6. Il résulte de ces dispositions que l'étranger qui demande l'asile a le droit de séjourner sur le territoire national à ce titre jusqu'à ce que la décision rejetant sa demande lui ait été notifiée régulièrement par l'Office français de protection des réfugiés et apatrides (OFPRA) ou, si un recours a été formé devant elle, par la Cour nationale du droit d'asile (CNDA). En l'absence d'une telle notification régulière, l'autorité administrative ne peut regarder l'étranger à qui l'asile a été refusé comme ne bénéficiant plus de son droit provisoire au séjour.
7. Il ressort de la fiche TelemOfpra produite par le préfet que la décision prise par l'OFPRA du 26 janvier 2022 rejetant la demande d'asile de Mme A a été confirmée par la CNDA le 4 juillet 2022 par une décision notifiée le 11 juillet 2022. A compter de cette date, la requérante ne disposait plus du droit de se maintenir sur le territoire français. Il suit de là que le moyen tiré de l'erreur de droit et le moyen tiré de l'erreur manifeste d'appréciation ne peuvent qu'être écartés.
8. Il résulte de ce qui précède que les conclusions à fin d'annulation de la décision portant refus de carte de résident doivent être rejetées.
Sur la décision portant obligation de quitter le territoire français :
9. La décision attaquée mentionne avec suffisamment de précisions les circonstances de fait et de droit sur lesquelles elle se fonde. Ces considérations sont suffisamment développées pour mettre utilement Mme A en mesure de discuter les motifs de cette décision et le juge d'exercer son contrôle en pleine connaissance de cause. Par suite, le moyen tiré de l'insuffisance de motivation de la décision attaquée doit être écarté.
10. Compte-tenu de ce qui précède, le moyen tiré, par voie d'exception, de l'illégalité de la décision portant refus de séjour ne peut qu'être écarté.
11. Le moyen tiré de la méconnaissance des dispositions de l'article L. 611-3 du code de l'entrée et du séjour des étrangers et du droit d'asile n'est assorti d'aucune précision permettant d'en apprécier le bien-fondé. Il ne peut qu'être écarté.
12. La requérante fait valoir qu'elle dispose ainsi que sa fille ainée née en Grèce du statut de réfugiées octroyé par les autorités grecques et qu'à ce titre, elles ne peuvent faire l'objet d'une mesure d'éloignement en République démocratique du Congo. Il ressort des pièces du dossier que seule l'enfant âgée de quatre ans dispose d'une carte portant la mention " réfugiée " délivrée par les autorité grecques, la requérante indique que sa propre carte lui a été dérobée. Il ressort des mentions portées sur la carte de l'enfant que sa validité cessait en novembre 2021. Par conséquent, à la date de la décision contestée du 1er septembre 2022, la requérante ne peut se prévaloir du statut de réfugiée en Grèce de sa fille.
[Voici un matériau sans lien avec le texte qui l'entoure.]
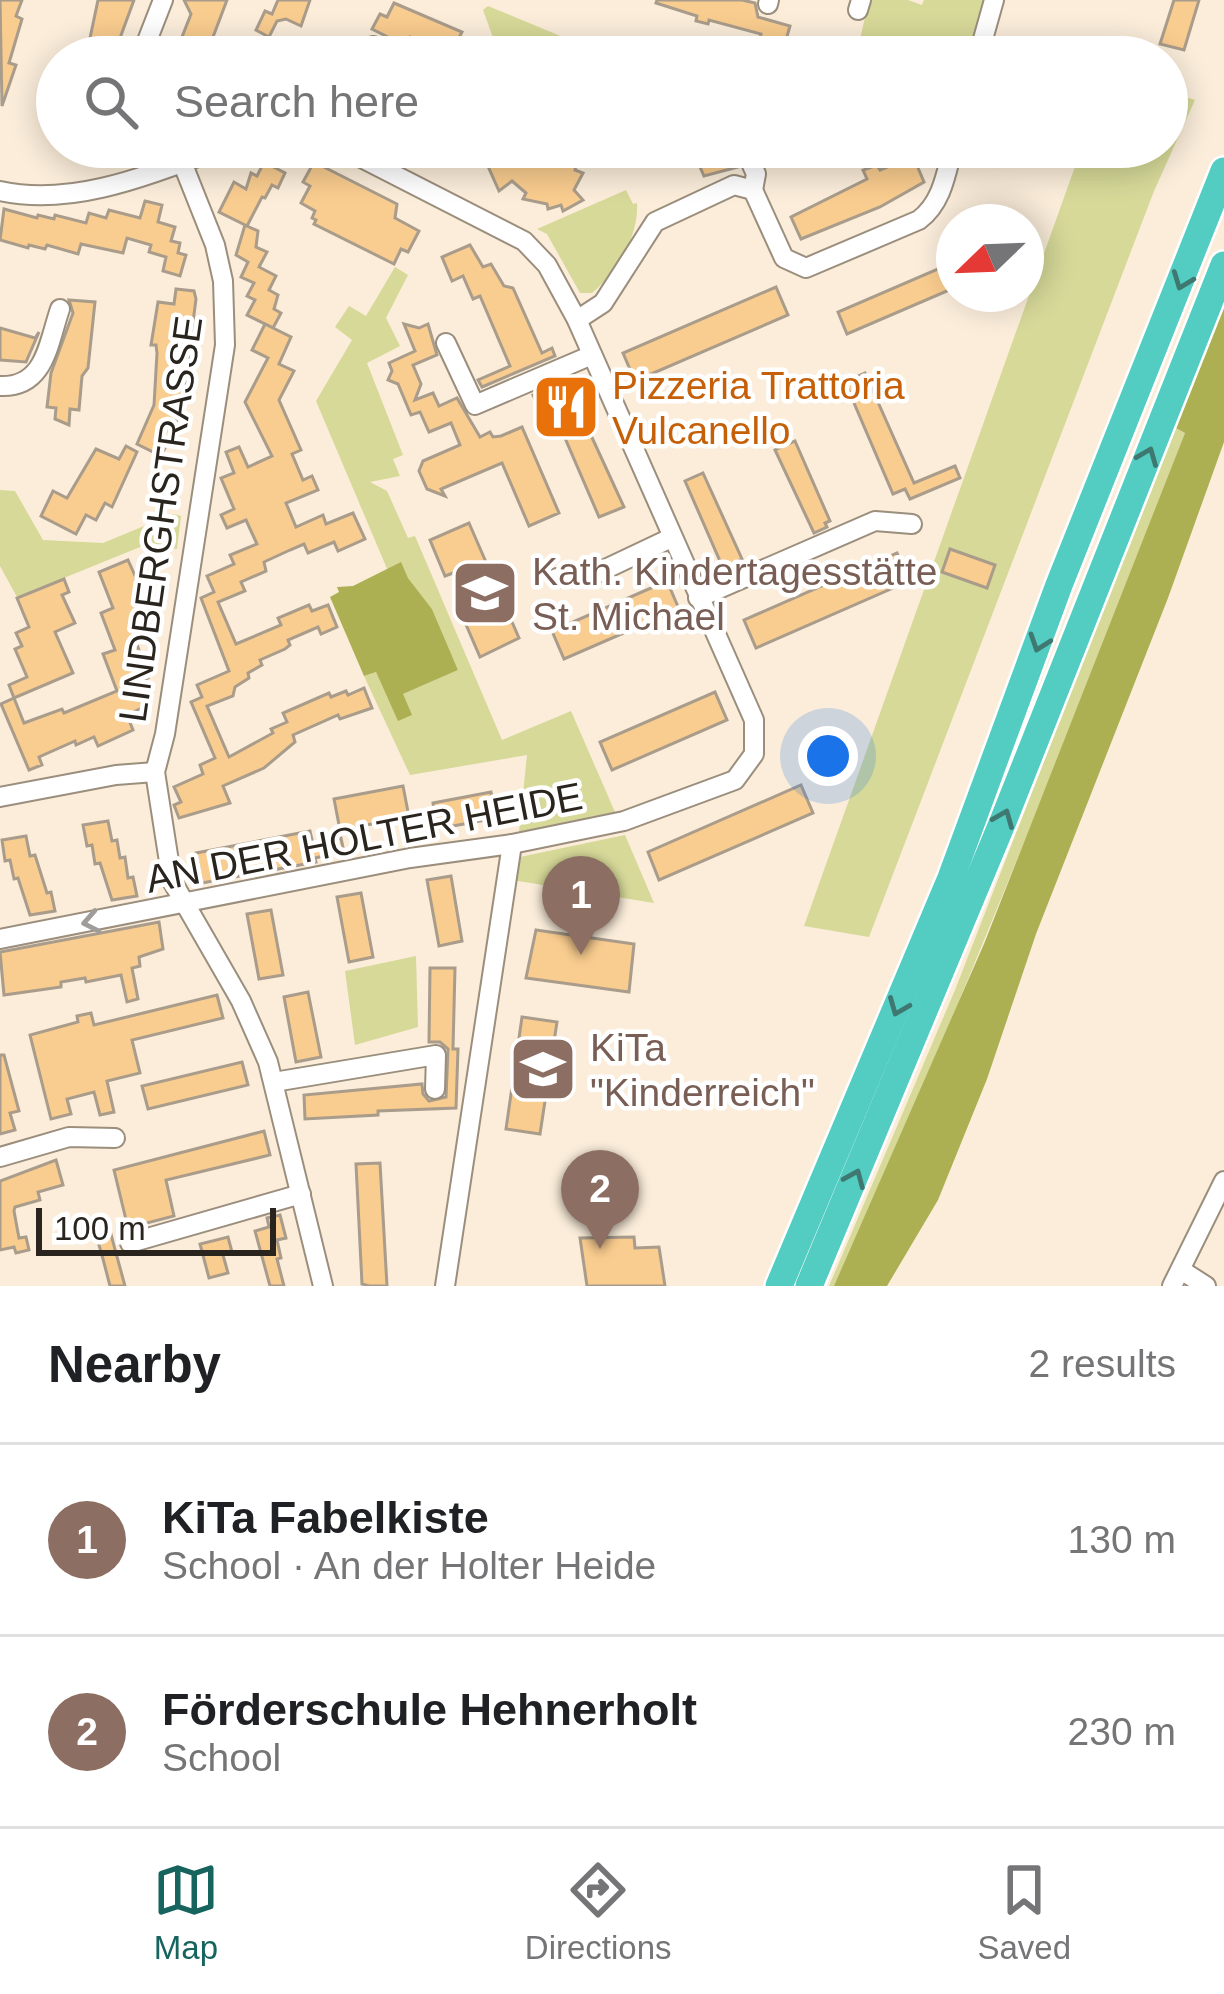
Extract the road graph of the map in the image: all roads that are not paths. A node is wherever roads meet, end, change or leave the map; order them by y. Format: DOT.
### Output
graph roads {
  1 [pos="163,0"];
  2 [pos="994,0"];
  3 [pos="149,36"];
  4 [pos="984,36"];
  5 [pos="150,168"];
  6 [pos="184,168"];
  7 [pos="384,168"];
  8 [pos="753,168"];
  9 [pos="948,168"];
  10 [pos="1224,171"];
  11 [pos="753,190"];
  12 [pos="0,191"];
  13 [pos="1224,265"];
  14 [pos="60,309"];
  15 [pos="577,320"];
  16 [pos="446,344"];
  17 [pos="592,355"];
  18 [pos="0,386"];
  19 [pos="912,524"];
  20 [pos="671,538"];
  21 [pos="557,578"];
  22 [pos="698,598"];
  23 [pos="155,772"];
  24 [pos="0,797"];
  25 [pos="512,844"];
  26 [pos="183,904"];
  27 [pos="0,939"];
  28 [pos="274,1082"];
  29 [pos="435,1089"];
  30 [pos="115,1138"];
  31 [pos="0,1156"];
  32 [pos="1224,1181"];
  33 [pos="301,1195"];
  34 [pos="130,1243"];
  35 [pos="1176,1278"];
  36 [pos="323,1286"];
  37 [pos="445,1286"];
  38 [pos="779,1286"];
  39 [pos="809,1286"];
  40 [pos="1206,1286"];
  1 -- 3 [label="street"];
  2 -- 4 [label="street"];
  5 -- 12 [label="street"];
  6 -- 23 [label="street, LINDBERGHSTRASSE"];
  7 -- 15 [label="street"];
  8 -- 11 [label="street"];
  9 -- 11 [label="street"];
  10 -- 38 [label="highway, one-way"];
  11 -- 15 [label="street"];
  39 -- 13 [label="highway, one-way"];
  14 -- 18 [label="street"];
  15 -- 17 [label="street"];
  16 -- 17 [label="street"];
  17 -- 20 [label="street"];
  19 -- 22 [label="street"];
  20 -- 21 [label="street"];
  20 -- 22 [label="street"];
  22 -- 25 [label="street, AN DER HOLTER HEIDE"];
  23 -- 24 [label="street"];
  23 -- 26 [label="street, LINDBERGHSTRASSE"];
  25 -- 26 [label="street, AN DER HOLTER HEIDE"];
  25 -- 37 [label="street"];
  26 -- 27 [label="street, AN DER HOLTER HEIDE, one-way"];
  26 -- 28 [label="street, LINDBERGHSTRASSE"];
  28 -- 29 [label="street"];
  28 -- 33 [label="street, LINDBERGHSTRASSE"];
  30 -- 31 [label="street"];
  32 -- 35 [label="street"];
  33 -- 34 [label="street"];
  33 -- 36 [label="street, LINDBERGHSTRASSE"];
  35 -- 40 [label="street"];
}
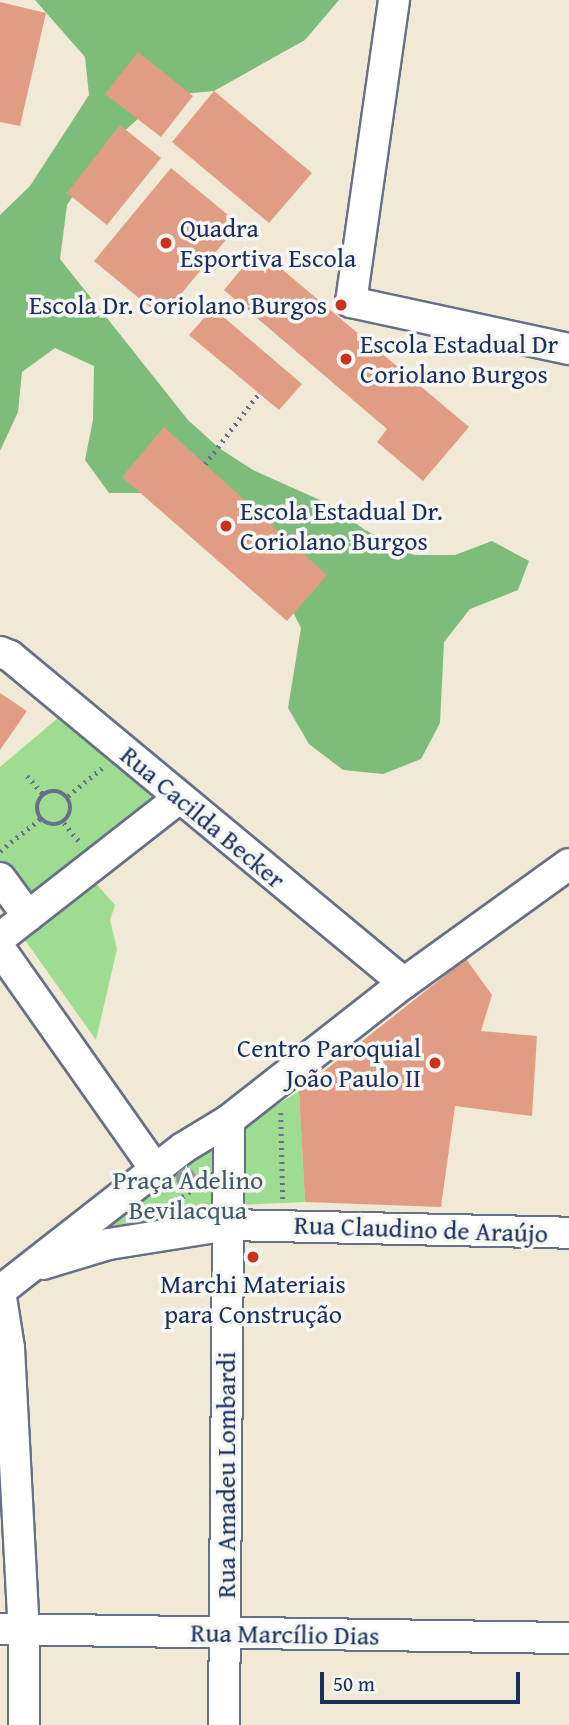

13. Aux termes de l'article 8 de la convention européenne de sauvegarde des droits de l'homme et des libertés fondamentales : " Toute personne a droit au respect de sa vie privée et familiale, de son domicile et de sa correspondance. / Il ne peut y avoir ingérence d'une autorité publique dans l'exercice de ce droit que pour autant que cette ingérence est prévue par la loi et qu'elle constitue une mesure qui, dans une société démocratique, est nécessaire à la sécurité nationale, à la sûreté publique, au bien-être économique du pays, à la défense de l'ordre et à la prévention des infractions pénales, à la protection de la santé ou de la morale, ou à la protection des droits et libertés d'autrui ". Par ailleurs, aux termes du paragraphe 1 de l'article 3 de la convention internationale relative aux droits de l'enfant : " Dans toutes les décisions qui concernent les enfants, qu'elles soient le fait des institutions publiques ou privées de protection sociale, des tribunaux, des autorités administratives ou des organes législatifs, l'intérêt supérieur de l'enfant doit être une considération primordiale ".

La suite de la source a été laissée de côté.